ONE HOUR BY THE CONCRETE LAKE

Pain Of Salvation

 

Progressive Metal

3.97 | 393 ratings

From Progarchives.com, the ultimate progressive rock music website

Negoba
Prog Reviewer
4 stars Ecological Concept Album Showcases Genius at his Creative Best

One Hour by the Concrete Lake is one of my favorite Pain of Salvation albums. (Unlike most fans I prefer the two before TPE to the two after by quite a margin.) The story behind this one concerns a weapons manufacturer who travels the world, seeing the impact of mankind (and his weapons) upon the environment. This climaxes in his visit to the concrete lake, a body of water in Russia so polluted that one hour at its shore is enough to cause fatal radiation poisoning. I realize that I'm a sucker for the subject matter, but I think it's more focused than perhaps any of Gildenlow's storylines. While certainly ambitious, the story doesn't over-reach as DG is prone to do, and the intensity of the music matches the theme quite well.

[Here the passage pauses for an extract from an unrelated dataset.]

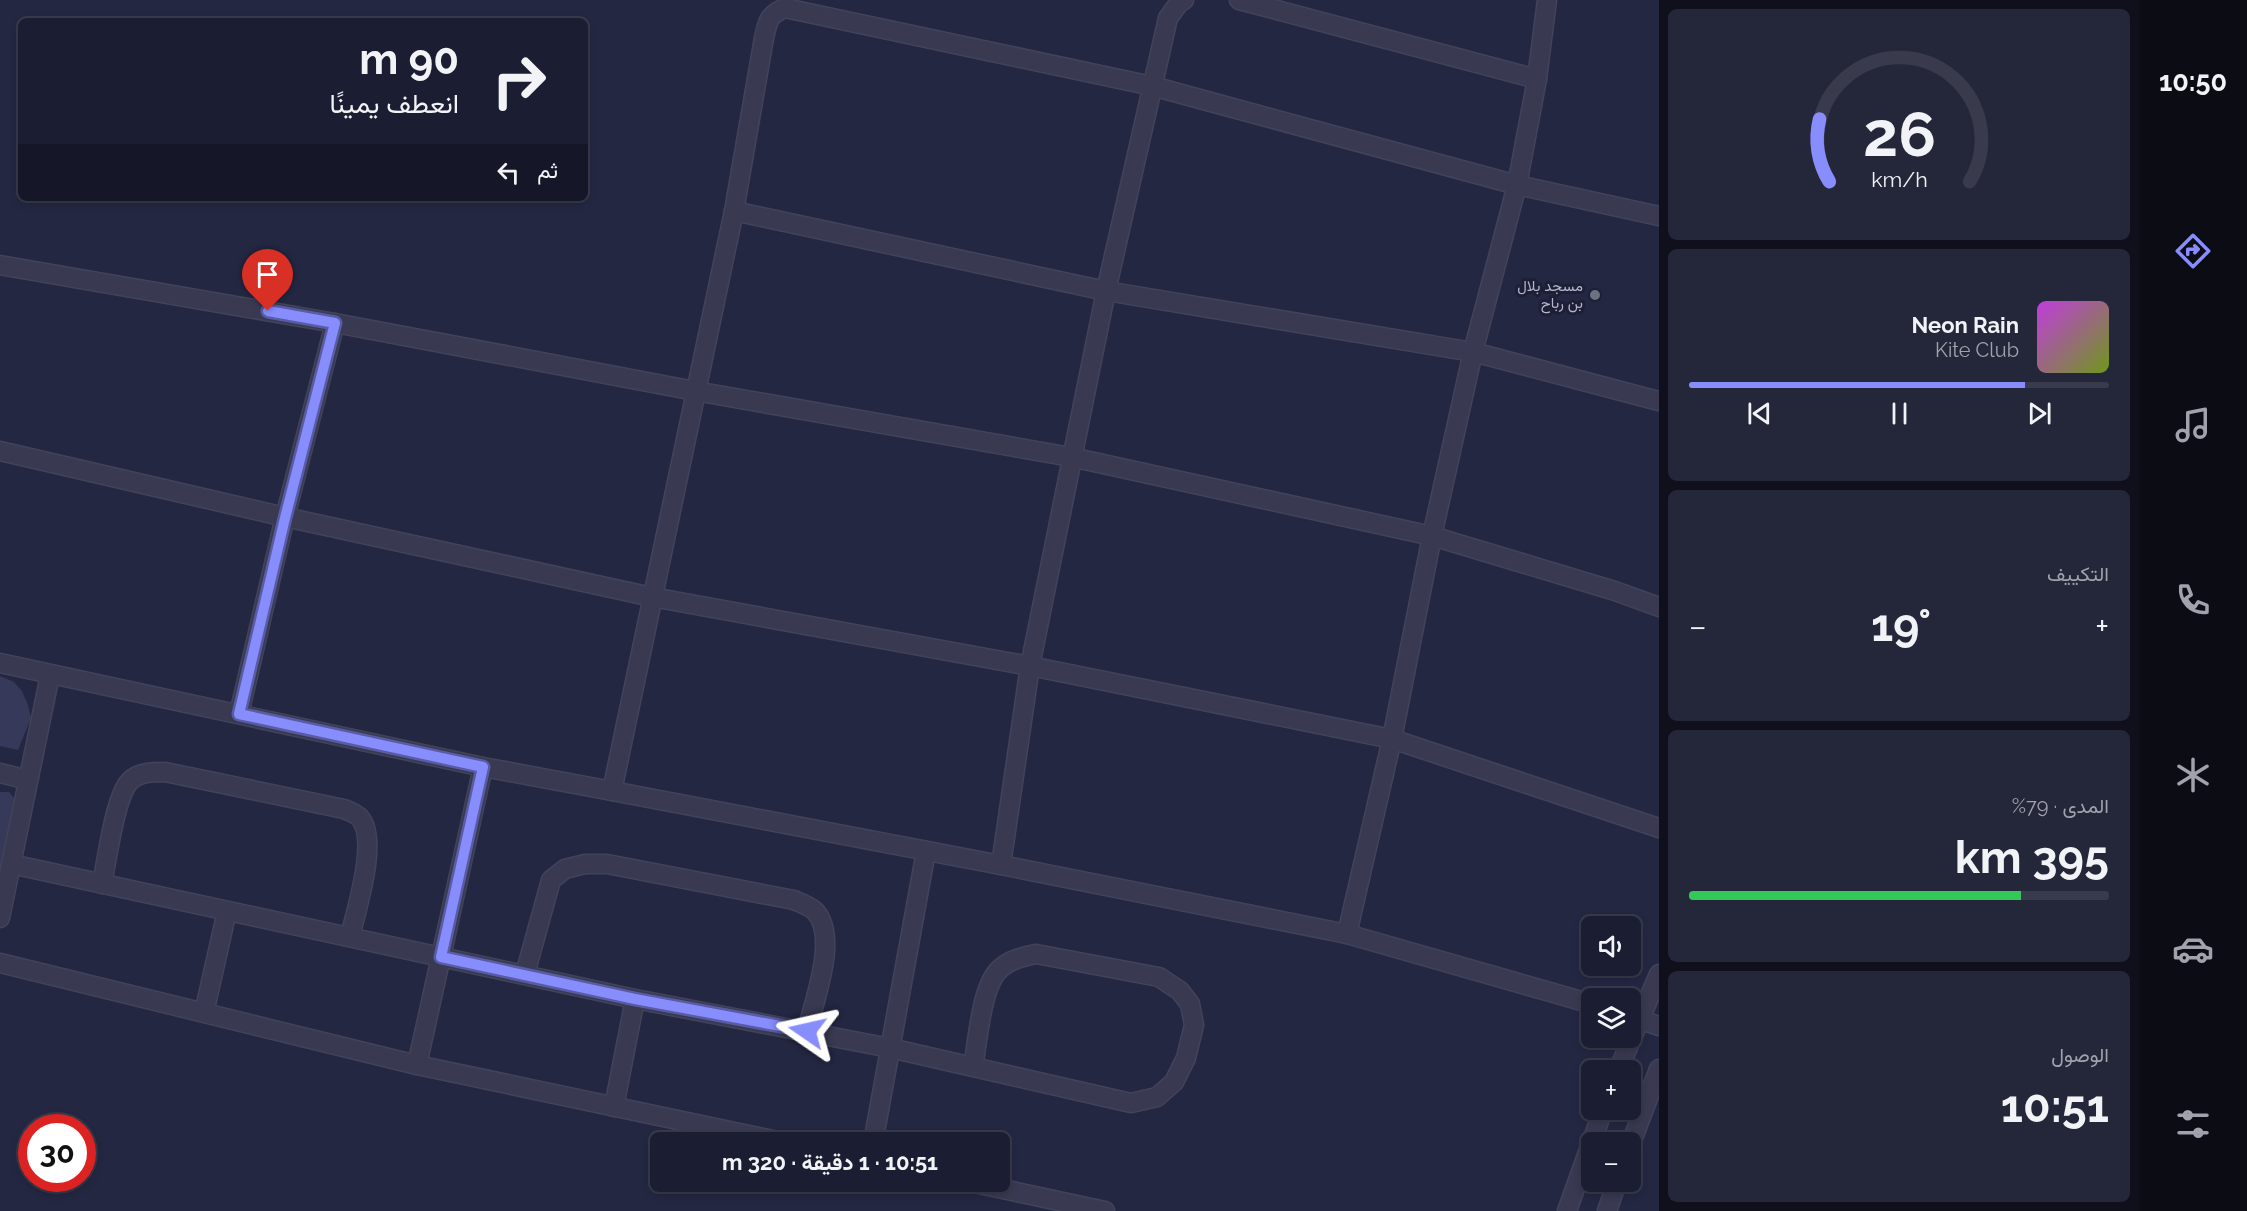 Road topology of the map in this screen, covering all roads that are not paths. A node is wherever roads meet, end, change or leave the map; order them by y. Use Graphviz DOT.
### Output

More importantly, the music is just great. Contrast of light and dark, low harmonies, odd time signatures, a variety of vocal tonalities, all the things we love about Pain of Salvation are here on full display. The riffs really rock, the solos are strong, and the melodic lines are interesting. "Black Hills" is a prog metal masterwork, and throughout the album there are moments that make me want to say "Now that's what I'm talking about!!!" Other highlights include "Shore Serenity," "Water," and in typical fashion Gildenlow gives us a grand exit with "Inside Out."

My only complaint with the album is that some of the instrumental tones, especially the drums, sound a bit low budget. There are some bass drum beats that sound triggered or programmed (and a bit cheesy), and the guitar tone can get a little fuzzier than is my taste. But unlike Remedy Lane where the tone problems distract me from enjoying the music, here it's more of a minor detail that I'd improve if given the chance, no more. At the same time, some of the tones are perfectly chosen, and there are some sonically overwhelming sections that sound perfect.

This is, in my opinion, PoS 2nd best album, and I am tempted to give it a masterpiece rating. I heartily disagree with those (including Gildenlow himself) that put Concrete Lake at the bottom of the PoS discography. And yet, in the context of the bands full work, there is clearly some growth and improvement yet to come. But I think it's a must for prog metal fans, certainly excellent.